Your answer should be the records, copied exactly, with the pictures removed.
BEGIN Available records
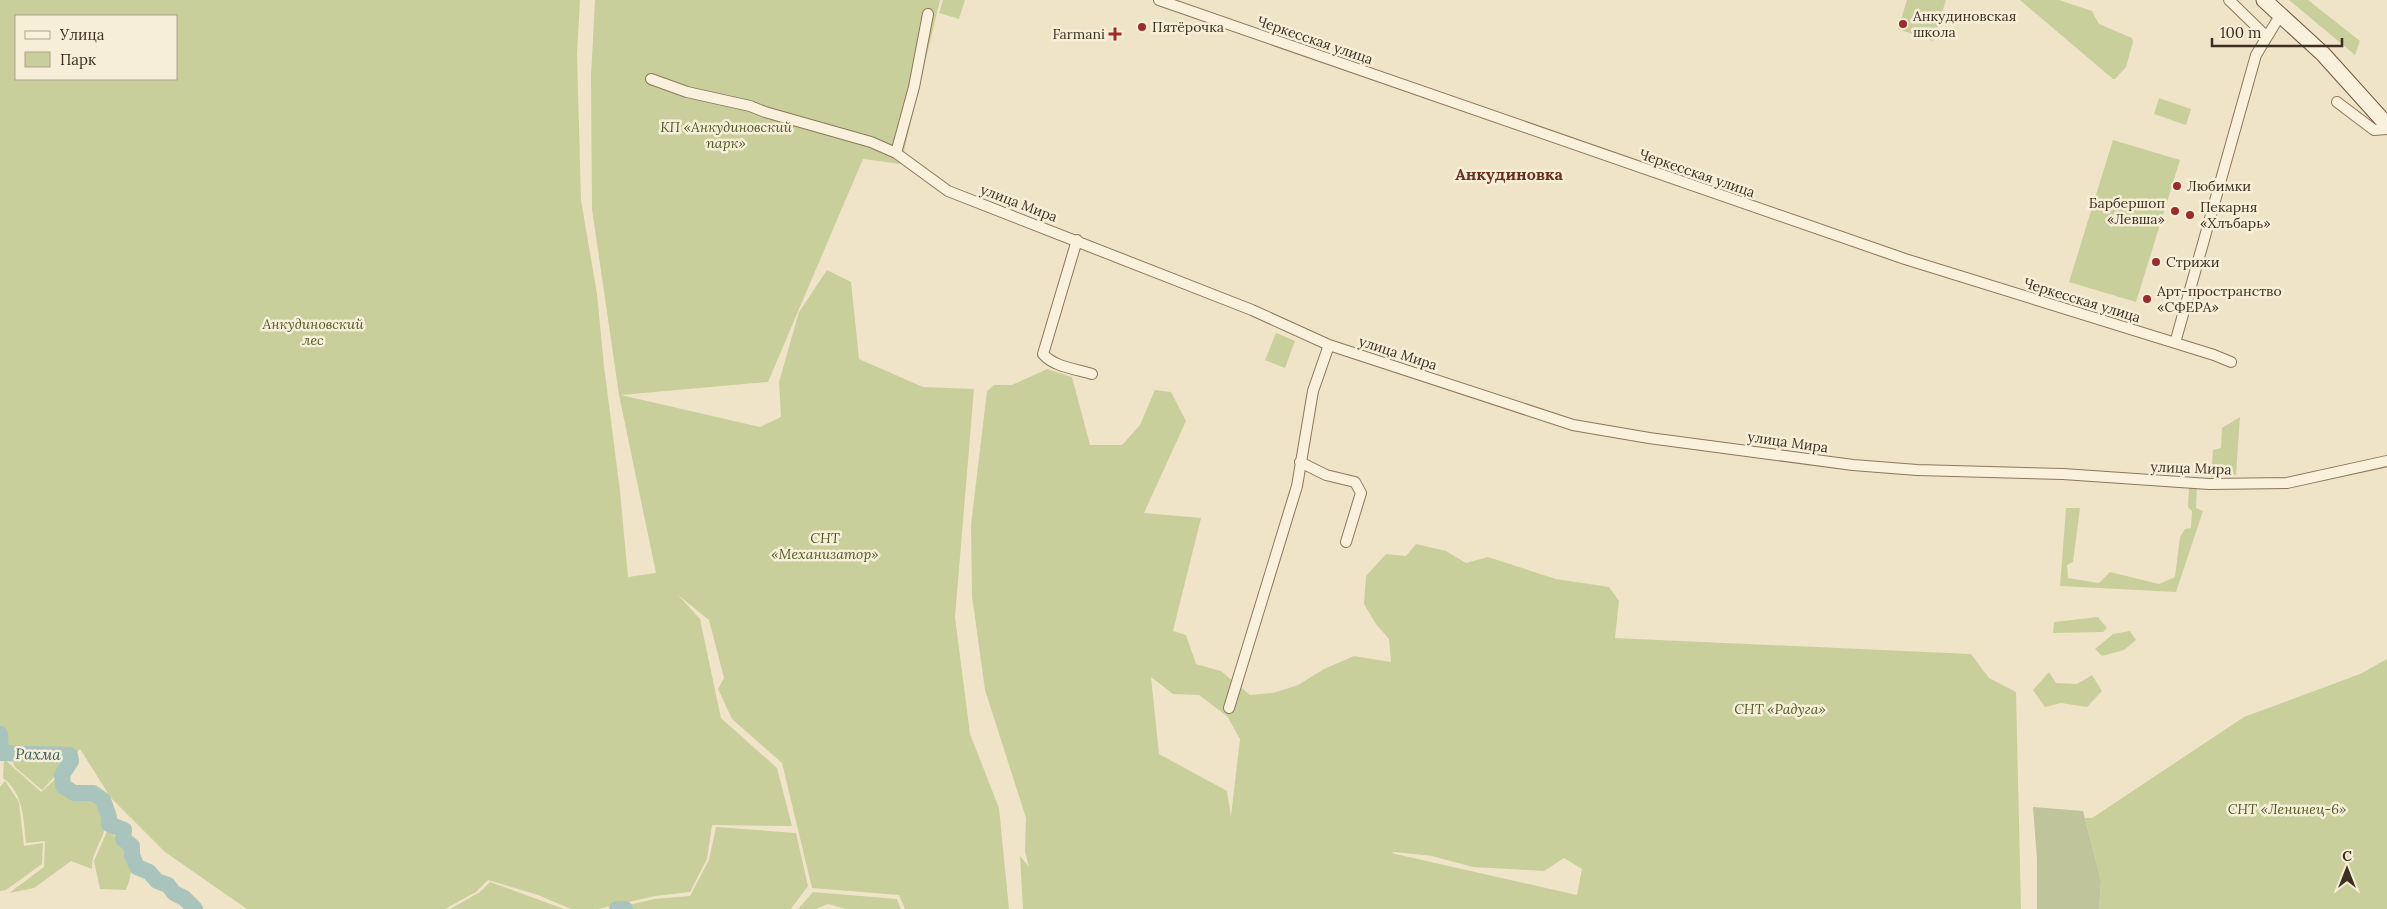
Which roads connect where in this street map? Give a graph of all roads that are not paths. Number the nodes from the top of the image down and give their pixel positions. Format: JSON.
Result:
{"nodes":[{"id":1,"x":1159,"y":0,"type":"edge"},
{"id":2,"x":2229,"y":0,"type":"edge"},
{"id":3,"x":2264,"y":0,"type":"edge"},
{"id":4,"x":928,"y":14,"type":"dead end"},
{"id":5,"x":2281,"y":14,"type":"junction"},
{"id":6,"x":2267,"y":37,"type":"junction"},
{"id":7,"x":651,"y":79,"type":"dead end"},
{"id":8,"x":2337,"y":102,"type":"dead end"},
{"id":9,"x":2387,"y":125,"type":"edge"},
{"id":10,"x":2387,"y":129,"type":"edge"},
{"id":11,"x":896,"y":153,"type":"junction"},
{"id":12,"x":1077,"y":240,"type":"junction"},
{"id":13,"x":2175,"y":343,"type":"junction"},
{"id":14,"x":1330,"y":345,"type":"junction"},
{"id":15,"x":2231,"y":362,"type":"dead end"},
{"id":16,"x":1092,"y":374,"type":"dead end"},
{"id":17,"x":2387,"y":461,"type":"edge"},
{"id":18,"x":1300,"y":462,"type":"junction"},
{"id":19,"x":1346,"y":542,"type":"dead end"},
{"id":20,"x":1228,"y":708,"type":"dead end"}],
"edges":[{"from":1,"to":13,"type":"street","name":"Черкесская улица"},
{"from":2,"to":6,"type":"street"},
{"from":3,"to":5,"type":"street"},
{"from":4,"to":11,"type":"street"},
{"from":5,"to":6,"type":"street"},
{"from":5,"to":9,"type":"street"},
{"from":6,"to":13,"type":"street"},
{"from":7,"to":11,"type":"street","name":"улица Мира"},
{"from":8,"to":10,"type":"street"},
{"from":11,"to":12,"type":"street","name":"улица Мира"},
{"from":12,"to":14,"type":"street","name":"улица Мира"},
{"from":12,"to":16,"type":"street"},
{"from":13,"to":15,"type":"street","name":"Черкесская улица"},
{"from":14,"to":17,"type":"street","name":"улица Мира"},
{"from":14,"to":18,"type":"street"},
{"from":18,"to":19,"type":"street"},
{"from":18,"to":20,"type":"street"}]}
END Available records
* [Your solution]
Which roads connect where in this street map? Give a graph of all roads that are not paths. Number the nodes from the top of the image down and give their pixel positions. Format: JSON.
Result:
{"nodes":[{"id":1,"x":1159,"y":0,"type":"edge"},
{"id":2,"x":2229,"y":0,"type":"edge"},
{"id":3,"x":2264,"y":0,"type":"edge"},
{"id":4,"x":928,"y":14,"type":"dead end"},
{"id":5,"x":2281,"y":14,"type":"junction"},
{"id":6,"x":2267,"y":37,"type":"junction"},
{"id":7,"x":651,"y":79,"type":"dead end"},
{"id":8,"x":2337,"y":102,"type":"dead end"},
{"id":9,"x":2387,"y":125,"type":"edge"},
{"id":10,"x":2387,"y":129,"type":"edge"},
{"id":11,"x":896,"y":153,"type":"junction"},
{"id":12,"x":1077,"y":240,"type":"junction"},
{"id":13,"x":2175,"y":343,"type":"junction"},
{"id":14,"x":1330,"y":345,"type":"junction"},
{"id":15,"x":2231,"y":362,"type":"dead end"},
{"id":16,"x":1092,"y":374,"type":"dead end"},
{"id":17,"x":2387,"y":461,"type":"edge"},
{"id":18,"x":1300,"y":462,"type":"junction"},
{"id":19,"x":1346,"y":542,"type":"dead end"},
{"id":20,"x":1228,"y":708,"type":"dead end"}],
"edges":[{"from":1,"to":13,"type":"street","name":"Черкесская улица"},
{"from":2,"to":6,"type":"street"},
{"from":3,"to":5,"type":"street"},
{"from":4,"to":11,"type":"street"},
{"from":5,"to":6,"type":"street"},
{"from":5,"to":9,"type":"street"},
{"from":6,"to":13,"type":"street"},
{"from":7,"to":11,"type":"street","name":"улица Мира"},
{"from":8,"to":10,"type":"street"},
{"from":11,"to":12,"type":"street","name":"улица Мира"},
{"from":12,"to":14,"type":"street","name":"улица Мира"},
{"from":12,"to":16,"type":"street"},
{"from":13,"to":15,"type":"street","name":"Черкесская улица"},
{"from":14,"to":17,"type":"street","name":"улица Мира"},
{"from":14,"to":18,"type":"street"},
{"from":18,"to":19,"type":"street"},
{"from":18,"to":20,"type":"street"}]}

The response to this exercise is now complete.